Mais ne baissons pas la garde pour autant. Maintenant qu’il est solidement établi que l’accumulation sans faille de centaines d’échecs précédents à annoncer la fin du monde n’a aucun effet dissuasif sur les prophètes autoproclamés qui pensent encore et toujours pouvoir prédire la vraie fin, faisons une petite liste des prochaines fins du monde annoncées.
Bonne nouvelle, la première n’est pas très loin : ce sera le jeudi 10 avril 2014. C’est en tout cas ce qu’affirme des gourous qui se disent kabbalistes. Pas ceux de la vraie Kabbale conçue par des mystiques juifs il y a des milliers d’années, mais ceux de la secte moderne américaine portant astucieusement le même nom, créée par un ex-agent d’assurances, Philip Berg. Parmi les adeptes les plus connus, citons Madonna, Leonardo di Caprio, Demi Moore et Naomi Campbell, c’est dire si c’est du sérieux au niveau des grands initiés. Attention, là, on fait dans le précis. La fin se produira très exactement à 5 heures 10 minutes 0 seconde et 9 centièmes. On se demande bien pourquoi les vrais rabbins, eux, n’y croient pas du tout – de la pure jalousie sans aucun doute. Ah, zut, le monsieur qui a fait le calcul n’a pas précisé sur quel fuseau horaire il s’est basé. Tant pis, si on la loupe, il y en a d’autres ensuite.
En 2020, par exemple, mais je n’ai pas réussi à retrouver le jour. Ne riez pas, c’est toujours le fameux calendrier Maya. Certains auteurs ont calculé qu’il ne se terminait pas le 21 décembre dernier mais huit ans plus tard, à cause d’une erreur de calcul. De là à penser qu’il s’agirait de la vraie fin du monde, il n’y a qu’un pas que plusieurs gourous-de-secours oseront certainement franchir, même s’ils ne rencontrent que l’hilarité générale.
On pourra rejouer à se faire peur le vendredi 13 avril 2029. Oui, un vendredi 13, c’est-y pas beau, ça ? Et là, c’est du solide, du scientifique : un astéroïde de taille suffisante pour nous éliminer de la surface de la Terre va croiser notre orbite ce jour-là, comme dans le film Deep Impact. Il s’appelle 2004-MN4 (il a été identifié en 2004). La NASA confirme tout, à un détail près : quand 2004-MN4 croisera notre orbite, nous, on sera un peu plus loin, largement assez pour qu’il ne frôle même pas notre atmosphère mais suffisamment près (à peine 30 000 km, ce qui est dix fois plus près que la Lune) pour nous offrir un spectacle magnifique : « Un point de lumière glissera à travers le ciel, plus rapide que de nombreux satellites, plus brillant que de nombreuses étoiles. »

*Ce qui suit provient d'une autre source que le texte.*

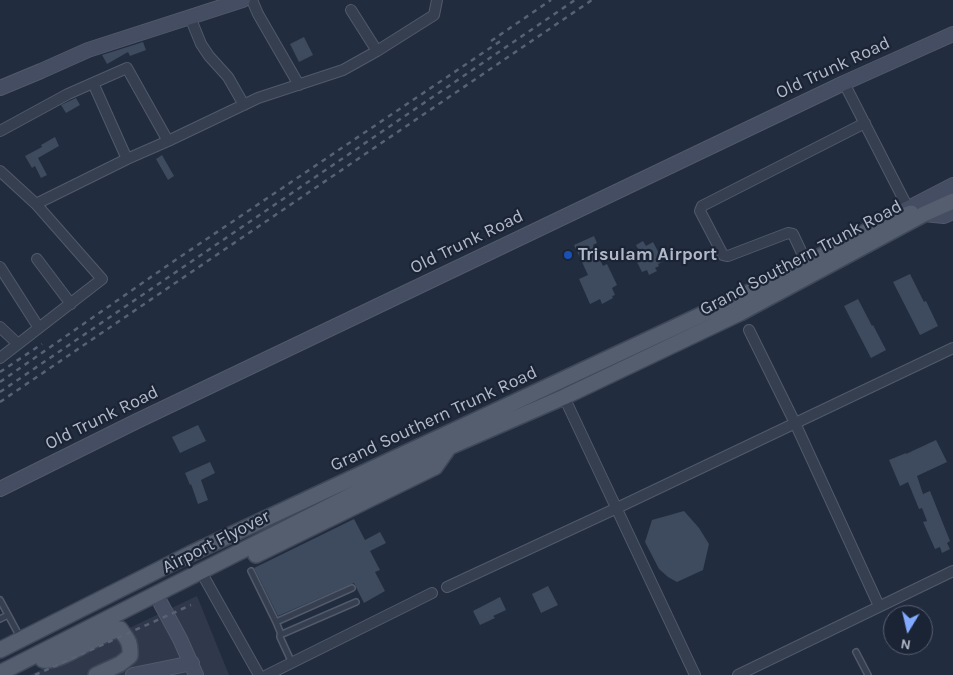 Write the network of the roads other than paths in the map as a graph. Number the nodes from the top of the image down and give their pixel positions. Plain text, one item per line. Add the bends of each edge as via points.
1 (243, 0) edge
2 (252, 0) edge
3 (437, 0) edge
4 (351, 10) dead end
5 (190, 17) junction
6 (953, 34) edge
7 (377, 51) junction
8 (93, 83) junction
9 (844, 83) junction
10 (299, 85) junction
11 (0, 88) edge
12 (244, 105) junction
13 (865, 123) junction
14 (0, 131) edge
15 (168, 141) junction
16 (127, 159) junction
17 (0, 172) edge
18 (953, 185) edge
19 (953, 192) edge
20 (36, 204) junction
21 (947, 205) edge
22 (908, 208) junction
23 (884, 222) junction
24 (36, 259) dead end
25 (807, 264) junction
26 (0, 267) edge
27 (71, 304) junction
28 (0, 327) edge
29 (39, 328) junction
30 (749, 330) dead end
31 (18, 344) junction
32 (953, 348) edge
33 (0, 358) edge
34 (564, 397) junction
35 (796, 424) junction
36 (450, 446) junction
37 (0, 490) edge
38 (617, 508) junction
39 (251, 571) dead end
40 (953, 571) edge
41 (205, 579) junction
42 (447, 587) dead end
43 (352, 588) dead end
44 (432, 593) dead end
45 (0, 600) edge
46 (160, 602) junction
47 (356, 602) dead end
48 (879, 606) junction
49 (8, 615) junction
50 (0, 619) edge
51 (276, 622) junction
52 (281, 634) junction
53 (21, 639) junction
54 (0, 650) edge
55 (856, 652) dead end
56 (43, 660) junction
57 (292, 663) junction
58 (187, 670) edge
59 (0, 673) edge
60 (14, 675) edge
61 (96, 675) edge
62 (132, 675) edge
63 (259, 675) edge
64 (267, 675) edge
65 (695, 675) edge
66 (738, 675) edge
67 (868, 675) edge

1 - 5 street
2 - 10 street
3 - 7 street via 434,15
4 - 7 street
5 - 11 street via 88,50
5 - 12 street via 201,44 228,77
6 - 9 street, Old Trunk Road
7 - 10 street via 344,70
8 - 14 street
8 - 15 street via 127,68
8 - 16 street
9 - 13 street
9 - 37 street, Old Trunk Road via 135,422
10 - 12 street
12 - 15 street
13 - 22 street
13 - 25 street via 700,208 723,255 791,233
15 - 16 street
16 - 20 street
17 - 20 street
18 - 22 street
19 - 21 main road
20 - 27 street via 102,279
21 - 23 main road, Grand Southern Trunk Road
21 - 34 main road, Grand Southern Trunk Road via 924,214 740,313
22 - 23 street
23 - 25 main road, Grand Southern Trunk Road
24 - 27 street
25 - 53 main road, Grand Southern Trunk Road via 190,554
26 - 29 street
27 - 29 street
28 - 31 street
29 - 31 street
30 - 35 street
31 - 33 street
32 - 35 street
34 - 36 main road, Grand Southern Trunk Road
34 - 38 street
35 - 38 street
35 - 48 street
36 - 41 main road via 435,467
36 - 59 main road, Airport Flyover
38 - 42 street
38 - 65 street
39 - 51 lane
40 - 48 street
41 - 46 main road
41 - 63 street
43 - 51 lane
44 - 57 street
45 - 49 lane
46 - 56 main road
46 - 58 street
47 - 52 lane
48 - 66 street
49 - 50 lane
49 - 53 lane
51 - 52 lane
52 - 57 lane
53 - 54 main road, Grand Southern Trunk Road
55 - 67 lane
56 - 60 main road
56 - 61 main road via 49,661 104,634 120,630 131,646 130,656
57 - 64 street
58 - 62 street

Toujours astronomique mais beaucoup plus folklorique, le grand Isaac Newton y est allé, lui aussi, de sa petite prédiction et a annoncé la fin du monde pour 2060. C’est le quotidien Haaretz qui en a décrit le raisonnement : « Pour calculer la fin des temps, Newton se base sur la date du sacre de Charlemagne en tant qu’empereur romain, en 800 ap. JC et sur des informations recueillies dans le livre de Daniel, qui selon lui prévoyait la fin du monde 1260 ans plus tard, soit en 2060. » Comme quoi, on peut découvrir la gravitation universelle et dire quand même des inepties quand on prend la Bible pour un ouvrage scientifique (les créationnistes le prouvent à l’envi).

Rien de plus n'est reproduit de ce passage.